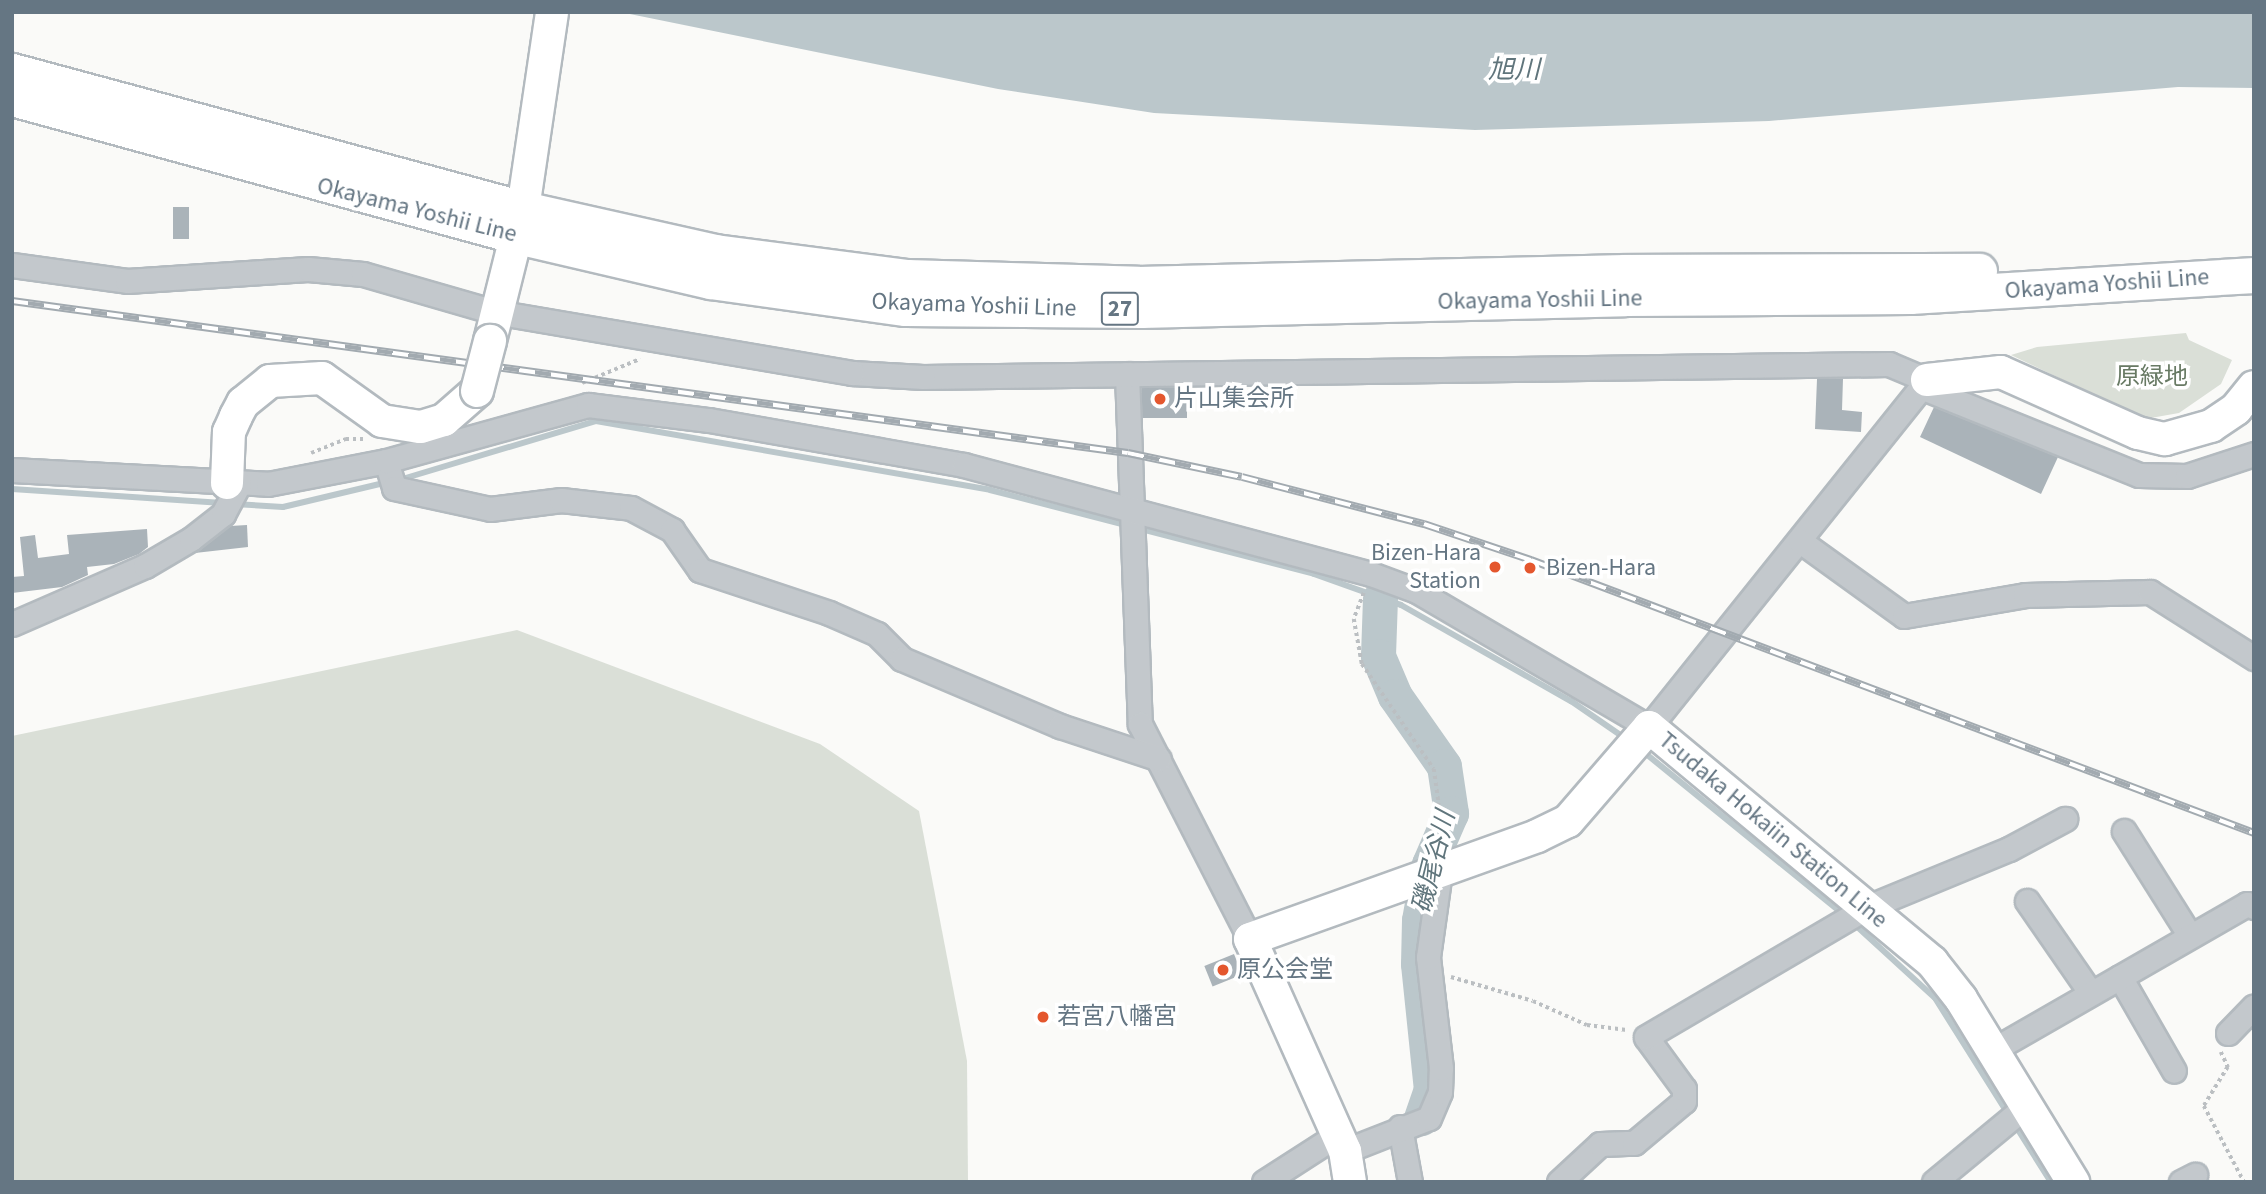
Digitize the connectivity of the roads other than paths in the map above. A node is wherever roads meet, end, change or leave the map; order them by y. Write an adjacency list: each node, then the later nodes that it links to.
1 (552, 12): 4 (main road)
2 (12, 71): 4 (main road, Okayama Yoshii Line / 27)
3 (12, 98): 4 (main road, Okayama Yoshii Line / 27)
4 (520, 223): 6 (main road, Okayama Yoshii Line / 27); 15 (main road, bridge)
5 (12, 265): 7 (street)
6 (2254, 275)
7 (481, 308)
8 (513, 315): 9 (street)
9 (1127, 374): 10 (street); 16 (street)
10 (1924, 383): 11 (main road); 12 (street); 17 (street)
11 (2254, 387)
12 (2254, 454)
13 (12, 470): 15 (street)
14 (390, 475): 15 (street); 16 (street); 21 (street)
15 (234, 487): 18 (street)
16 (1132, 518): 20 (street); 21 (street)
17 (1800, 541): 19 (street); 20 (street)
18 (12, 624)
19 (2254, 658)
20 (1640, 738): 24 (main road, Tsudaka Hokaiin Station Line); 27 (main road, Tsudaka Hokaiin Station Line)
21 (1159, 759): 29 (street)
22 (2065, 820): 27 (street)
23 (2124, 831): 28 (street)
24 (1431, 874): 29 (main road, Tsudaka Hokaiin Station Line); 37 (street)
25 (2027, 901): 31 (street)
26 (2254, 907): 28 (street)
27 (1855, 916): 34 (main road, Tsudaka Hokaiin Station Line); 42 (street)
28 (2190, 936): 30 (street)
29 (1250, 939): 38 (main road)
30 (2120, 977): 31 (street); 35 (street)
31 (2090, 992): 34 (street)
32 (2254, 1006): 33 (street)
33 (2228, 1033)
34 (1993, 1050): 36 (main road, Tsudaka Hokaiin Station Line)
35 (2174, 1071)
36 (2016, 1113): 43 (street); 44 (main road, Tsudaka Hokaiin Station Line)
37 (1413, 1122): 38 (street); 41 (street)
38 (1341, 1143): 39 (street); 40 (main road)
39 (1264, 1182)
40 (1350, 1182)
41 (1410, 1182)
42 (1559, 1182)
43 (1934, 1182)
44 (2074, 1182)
= = = =
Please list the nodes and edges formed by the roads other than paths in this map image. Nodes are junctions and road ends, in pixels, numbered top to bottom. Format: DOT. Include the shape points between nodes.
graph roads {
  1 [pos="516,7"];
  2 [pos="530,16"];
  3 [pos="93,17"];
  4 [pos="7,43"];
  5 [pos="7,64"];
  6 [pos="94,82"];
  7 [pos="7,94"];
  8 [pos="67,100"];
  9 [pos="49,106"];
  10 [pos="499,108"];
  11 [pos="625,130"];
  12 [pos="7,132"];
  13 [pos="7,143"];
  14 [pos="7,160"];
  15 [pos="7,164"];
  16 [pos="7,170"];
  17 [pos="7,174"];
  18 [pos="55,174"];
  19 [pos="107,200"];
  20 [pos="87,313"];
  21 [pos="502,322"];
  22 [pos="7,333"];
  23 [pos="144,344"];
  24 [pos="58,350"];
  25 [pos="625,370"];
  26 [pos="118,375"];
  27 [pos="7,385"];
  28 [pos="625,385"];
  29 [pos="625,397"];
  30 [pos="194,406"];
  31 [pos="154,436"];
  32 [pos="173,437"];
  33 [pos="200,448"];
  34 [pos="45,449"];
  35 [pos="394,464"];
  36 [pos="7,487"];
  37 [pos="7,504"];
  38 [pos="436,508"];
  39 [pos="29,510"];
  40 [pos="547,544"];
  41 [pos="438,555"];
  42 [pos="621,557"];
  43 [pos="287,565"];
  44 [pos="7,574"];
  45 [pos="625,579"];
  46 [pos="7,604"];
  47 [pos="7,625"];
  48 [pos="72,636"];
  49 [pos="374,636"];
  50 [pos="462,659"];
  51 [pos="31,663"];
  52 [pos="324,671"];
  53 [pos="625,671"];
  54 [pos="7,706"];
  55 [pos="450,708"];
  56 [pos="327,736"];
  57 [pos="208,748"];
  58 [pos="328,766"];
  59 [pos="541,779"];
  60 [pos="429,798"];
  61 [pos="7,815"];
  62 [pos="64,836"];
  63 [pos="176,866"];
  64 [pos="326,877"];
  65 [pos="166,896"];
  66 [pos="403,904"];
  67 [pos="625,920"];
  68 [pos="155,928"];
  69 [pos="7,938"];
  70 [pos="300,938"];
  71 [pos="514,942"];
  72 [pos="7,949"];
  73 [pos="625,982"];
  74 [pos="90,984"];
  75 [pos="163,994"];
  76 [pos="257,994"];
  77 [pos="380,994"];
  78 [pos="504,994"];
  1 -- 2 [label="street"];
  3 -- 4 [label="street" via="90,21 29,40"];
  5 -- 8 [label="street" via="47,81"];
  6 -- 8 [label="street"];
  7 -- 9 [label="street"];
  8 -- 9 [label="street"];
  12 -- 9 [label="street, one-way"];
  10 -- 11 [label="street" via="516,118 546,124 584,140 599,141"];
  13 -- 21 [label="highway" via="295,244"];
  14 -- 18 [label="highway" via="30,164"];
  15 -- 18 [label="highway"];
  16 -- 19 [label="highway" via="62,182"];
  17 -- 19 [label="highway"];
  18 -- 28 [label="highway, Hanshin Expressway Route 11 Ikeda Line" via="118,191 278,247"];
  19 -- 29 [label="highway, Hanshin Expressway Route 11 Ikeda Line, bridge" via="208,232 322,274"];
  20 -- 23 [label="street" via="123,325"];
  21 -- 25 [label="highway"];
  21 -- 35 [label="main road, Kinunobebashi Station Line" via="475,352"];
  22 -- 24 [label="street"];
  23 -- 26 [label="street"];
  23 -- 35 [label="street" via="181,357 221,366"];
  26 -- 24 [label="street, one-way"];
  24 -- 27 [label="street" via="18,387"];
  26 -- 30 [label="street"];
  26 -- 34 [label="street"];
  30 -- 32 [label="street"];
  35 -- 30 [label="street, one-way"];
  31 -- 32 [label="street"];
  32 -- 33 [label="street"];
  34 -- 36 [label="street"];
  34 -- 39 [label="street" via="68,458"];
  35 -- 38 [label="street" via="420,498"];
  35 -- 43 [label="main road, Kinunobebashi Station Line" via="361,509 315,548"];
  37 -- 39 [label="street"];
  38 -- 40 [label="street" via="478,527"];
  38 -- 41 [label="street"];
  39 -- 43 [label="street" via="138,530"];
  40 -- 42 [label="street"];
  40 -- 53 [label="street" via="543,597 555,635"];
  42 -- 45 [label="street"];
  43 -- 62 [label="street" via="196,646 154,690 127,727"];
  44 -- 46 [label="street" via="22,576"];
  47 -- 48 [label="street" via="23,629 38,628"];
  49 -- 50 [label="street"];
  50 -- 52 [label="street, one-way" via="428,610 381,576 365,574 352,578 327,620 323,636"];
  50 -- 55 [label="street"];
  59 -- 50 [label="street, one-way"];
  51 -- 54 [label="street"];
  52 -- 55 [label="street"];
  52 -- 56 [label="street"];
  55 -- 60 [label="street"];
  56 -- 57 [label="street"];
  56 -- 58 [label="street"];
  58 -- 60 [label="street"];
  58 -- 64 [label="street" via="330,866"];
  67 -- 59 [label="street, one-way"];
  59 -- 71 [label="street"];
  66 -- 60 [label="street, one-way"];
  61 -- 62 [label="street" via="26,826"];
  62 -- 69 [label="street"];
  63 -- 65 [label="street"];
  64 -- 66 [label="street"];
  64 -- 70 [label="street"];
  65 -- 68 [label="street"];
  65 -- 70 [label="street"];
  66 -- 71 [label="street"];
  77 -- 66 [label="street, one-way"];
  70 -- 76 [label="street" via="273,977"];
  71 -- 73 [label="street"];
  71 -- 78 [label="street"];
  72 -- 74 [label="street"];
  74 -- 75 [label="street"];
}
= = = =
Required work: Among the lines above, which ones include the word "Kinunobebashi"? Copy them.

Result of this exercise:
  21 -- 35 [label="main road, Kinunobebashi Station Line" via="475,352"];
  35 -- 43 [label="main road, Kinunobebashi Station Line" via="361,509 315,548"];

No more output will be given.